January 15, 2009
STATE OF NEW JERSEY, PLAINTIFF-RESPONDENT/ CROSS-APPELLANT,
SEAN M. DALY, DEFENDANT-APPELLANT/CROSS-RESPONDENT.
On appeal from the Superior Court of New Jersey, Law Division, Camden County, Indictment No. 07-03-812.
NOT FOR PUBLICATION WITHOUT THE APPROVAL OF THE APPELLATE DIVISION
Submitted November 18, 2008
Before Judges Gilroy and Chambers.
Defendant Sean M. Daly appeals his conviction on one count of aggravated arson, N.J.S.A. 2C:17-1(a)(3) (second degree) and two counts of arson N.J.S.A. 2C:17-1(b)(1) and (2) (third degree). The trial court downgraded his aggravated arson conviction for sentencing purposes under N.J.S.A. 2C:44-1(f)(2), and sentenced defendant to concurrent terms of three years of imprisonment on each conviction. On its cross-appeal, the State challenges the sentence imposed.
At trial, the State presented proofs that on September 23, 2006, fires started at two locations in defendant's apartment, which was part of a multifamily building containing eight apartment units. The fire marshal determined that the fires originated in the kitchen and the bedroom. While no accelerants were used, the fire marshal concluded that the fires were caused by direct ignition. A matchbook cover was found among the debris in the kitchen. No one was injured as a result of the fires.

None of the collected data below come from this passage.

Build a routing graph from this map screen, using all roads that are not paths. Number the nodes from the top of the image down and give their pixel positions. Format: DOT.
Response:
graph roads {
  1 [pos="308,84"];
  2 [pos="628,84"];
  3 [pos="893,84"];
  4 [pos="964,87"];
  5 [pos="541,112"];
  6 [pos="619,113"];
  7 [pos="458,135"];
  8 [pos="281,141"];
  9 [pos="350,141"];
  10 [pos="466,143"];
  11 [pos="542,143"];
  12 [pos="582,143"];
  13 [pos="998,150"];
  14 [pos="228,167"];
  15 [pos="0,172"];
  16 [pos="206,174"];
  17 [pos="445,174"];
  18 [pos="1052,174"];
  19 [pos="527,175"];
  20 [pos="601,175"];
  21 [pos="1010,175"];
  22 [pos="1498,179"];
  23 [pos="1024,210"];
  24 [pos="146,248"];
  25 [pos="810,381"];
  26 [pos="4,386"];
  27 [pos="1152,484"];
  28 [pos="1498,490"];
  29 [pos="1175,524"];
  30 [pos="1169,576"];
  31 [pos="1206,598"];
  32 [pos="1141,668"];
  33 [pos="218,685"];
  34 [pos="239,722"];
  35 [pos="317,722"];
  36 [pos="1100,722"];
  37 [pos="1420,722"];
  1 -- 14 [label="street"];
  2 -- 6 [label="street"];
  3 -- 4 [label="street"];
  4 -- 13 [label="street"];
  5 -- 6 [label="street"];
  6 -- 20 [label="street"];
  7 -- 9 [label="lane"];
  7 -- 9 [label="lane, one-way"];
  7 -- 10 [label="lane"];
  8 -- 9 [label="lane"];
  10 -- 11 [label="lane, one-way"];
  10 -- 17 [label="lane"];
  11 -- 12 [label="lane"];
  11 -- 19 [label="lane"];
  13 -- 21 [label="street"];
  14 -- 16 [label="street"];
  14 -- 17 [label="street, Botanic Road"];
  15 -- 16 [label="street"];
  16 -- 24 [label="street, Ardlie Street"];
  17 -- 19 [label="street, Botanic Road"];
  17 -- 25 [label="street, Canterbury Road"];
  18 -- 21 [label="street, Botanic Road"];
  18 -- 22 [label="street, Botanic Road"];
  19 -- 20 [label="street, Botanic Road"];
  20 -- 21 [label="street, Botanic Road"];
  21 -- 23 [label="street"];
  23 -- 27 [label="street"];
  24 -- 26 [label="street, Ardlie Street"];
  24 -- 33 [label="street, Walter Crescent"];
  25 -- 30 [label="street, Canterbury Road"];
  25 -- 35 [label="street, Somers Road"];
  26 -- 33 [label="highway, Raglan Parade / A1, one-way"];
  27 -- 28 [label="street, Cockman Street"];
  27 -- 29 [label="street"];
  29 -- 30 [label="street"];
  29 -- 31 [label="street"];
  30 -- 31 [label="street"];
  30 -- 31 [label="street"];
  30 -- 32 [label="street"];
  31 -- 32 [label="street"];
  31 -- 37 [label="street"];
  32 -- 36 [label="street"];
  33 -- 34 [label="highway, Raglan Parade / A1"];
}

Defendant did not testify at the trial, but his two conflicting statements to the police about what happened were presented to the jury. On the day of the fire, defendant told the police that he had left his apartment at about 6:30 p.m. with his friend Charles C. Cornaglia, and that everything was in order at that time. He was "baffled" by the fire. In a second statement given two days later, defendant said that Cornaglia had tossed a lit cigarette into plaintiff's bedroom, that the two got into a physical altercation, and that when they saw the comforter on the bed in flames, they left the apartment.

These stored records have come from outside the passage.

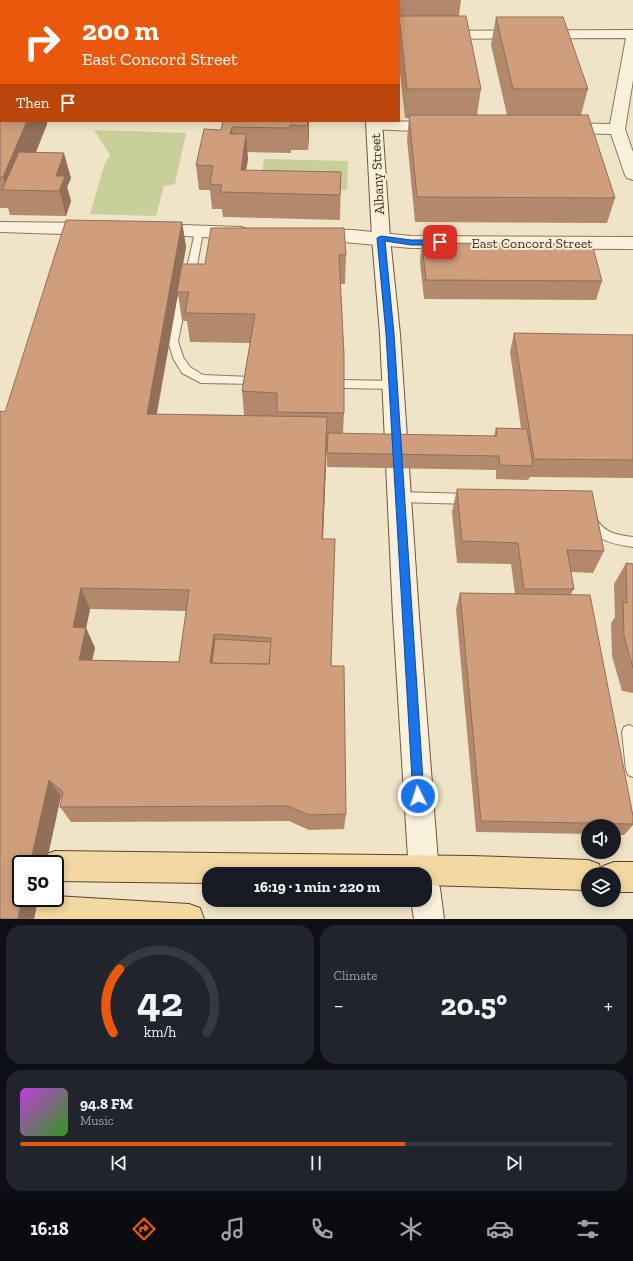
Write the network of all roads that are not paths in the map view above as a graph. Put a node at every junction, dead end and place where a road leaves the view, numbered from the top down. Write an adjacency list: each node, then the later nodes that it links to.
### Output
1 (633, 34): 2 (street)
2 (400, 35)
3 (633, 38): 7 (street)
4 (374, 123): 5 (street); 15 (street, Albany Street)
5 (456, 127)
6 (548, 128): 7 (street)
7 (617, 129): 8 (street)
8 (633, 175)
9 (0, 227): 10 (street)
10 (110, 230)
11 (134, 230): 12 (street)
12 (199, 232): 13 (street); 17 (lane)
13 (261, 234)
14 (300, 235): 15 (street, East Concord Street)
15 (381, 238): 16 (street, East Concord Street); 19 (street, Albany Street)
16 (633, 243)
17 (251, 381)
18 (343, 384): 19 (lane)
19 (393, 385): 20 (street, Albany Street)
20 (399, 497): 21 (lane); 27 (street, Albany Street)
21 (483, 500)
22 (585, 509): 23 (lane)
23 (633, 542)
24 (628, 732): 25 (lane)
25 (633, 770)
26 (64, 866): 28 (main road)
27 (423, 867)
28 (202, 870)
29 (581, 875): 31 (main road)
30 (621, 876): 32 (main road)
31 (432, 877)
32 (633, 877)
33 (428, 907): 36 (street, Albany Street)
34 (36, 910): 35 (main road)
35 (189, 919)
36 (429, 919)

Cornaglia testified that on the day in question he had gone to defendant's apartment, where defendant told him he was looking for a loan of $40,000. While Cornaglia denied smoking inside of the apartment, he admitted that he smoked outside of it for about two to four minutes before defendant exited the apartment, and they left. At the time of the fire, defendant had a $40,000 renter's insurance policy, and he filed his claim against the policy the day after the fire.

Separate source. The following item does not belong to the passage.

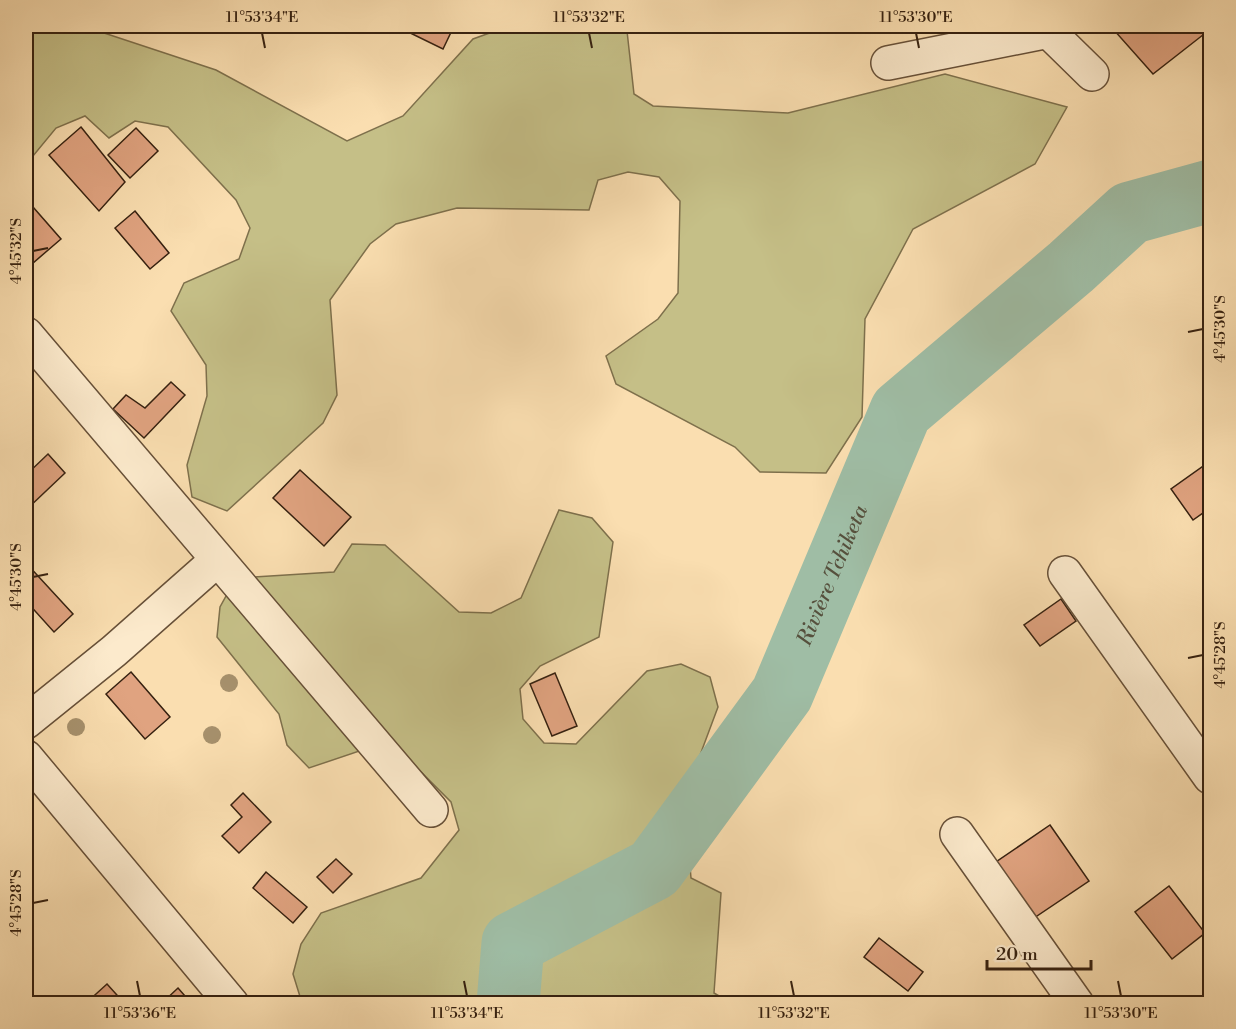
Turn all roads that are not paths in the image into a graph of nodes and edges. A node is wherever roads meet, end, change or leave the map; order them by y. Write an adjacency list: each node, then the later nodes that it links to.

Defendant, twenty-one years old at the time of the fire, had no prior criminal convictions. He previously worked for over a year at the Camden County Department of Corrections; however, he had recently left that job, aspiring to work as a State corrections officer.
The jury acquitted defendant of the charge of aggravated arson for purposely setting the fire and "purposely or knowingly placing another person in danger of death or bodily injury,"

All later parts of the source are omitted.